Andrew Wu in the Herald today suggested this Australian team
needed its own name in the style of the Invincibles and proposed the
Unflinchables. I’d like to submit a counter-proposal of the Marriageables, as a
nod to the alleged selection policy of Great Leader Justin Langer and—more to
the point—to the fact that the entire world badly wants to marry Pat Cummins,
whose dreaminess is of such magnitude that it bathes the whole team in its
gentle glow.
That’s no endorsement of Justin Langer’s cheesy patriarchal
paternalism. It is in fact vexing that all this is happening on his snaky
watch. After the “good enough to allow them to marry my daughters” line,
and his “These are like my sons” during the Lords Test (making him a father who
would put his kid on a bike without a helmet even though he thinks they’re
maybe-probably-haven’t-really-checked “mandatory”), he just needs to drop the
“as a father of daughters…” chestnut to score the trifecta of enraging expressions
that need to be consigned to the rhetorical garbage bin.

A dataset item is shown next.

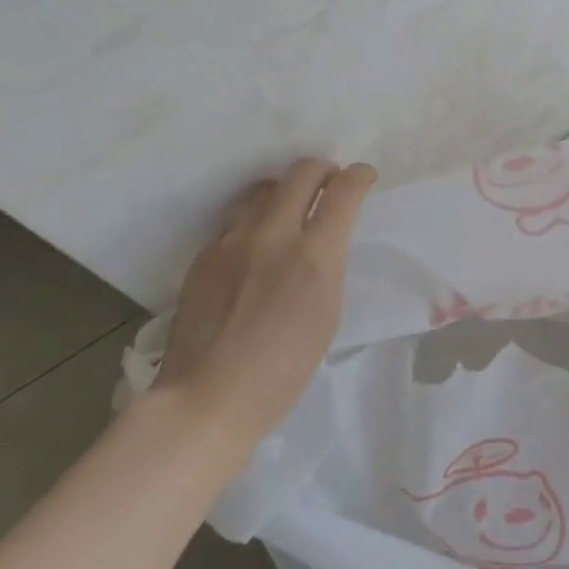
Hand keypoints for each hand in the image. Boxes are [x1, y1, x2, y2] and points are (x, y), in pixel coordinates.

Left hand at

It seems inevitable though that in the light of the Ashes
victory, the narrative of this team’s success will be that after the nadir of Australian
mongrelism that was Capetown, it was born again as bunch of fresh-faced plucky
contenders, many of whom, yes, you’d say were the sorts of bloke you’d be
comfortable taking home to meet Mum, were it not for the fact that if you took
Pat Cummins home to Mum she would whip him out from under your nose as soon as
look at him (“Can you give me a hand in the kitchen, Pat?”), with Dad hot on
her heels.
The fact that this victory was achieved with very little
input from the doghouse duo of Warner and Bancroft will only cement that
narrative. The fact that this victory was almost entirely reliant on the input
of Capetown Captain Steve Smith… let’s not dwell. He’s nothing if not a Special
Case. A captain again? People talked about Steve Smith as one of those batsman for
whom captaincy only improved his batting, but maybe it was actually holding him
back and we just couldn’t tell because we didn’t know how much more he was
capable of. He looks comfortable. The great mystery of Tim Paine is that he has
the look of the character in the Gallipoli film who dies with a letter from his
Sweetheart in his top pocket, but who against all odds has ended up squadron
leader at the end of the film, and he looks comfortable too.
The English team looked like hollow men walking out onto the
field yesterday evening to shake the hands of the Australian team and like it
would take a superhuman effort to even turn up on Thursday. There has to be
another brilliant chapter in this series though, doesn’t there? It’s really the
height of ingratitude to be banging cutlery on the table after everything that’s
been served up so far, but there you go. Take this woman’s hand.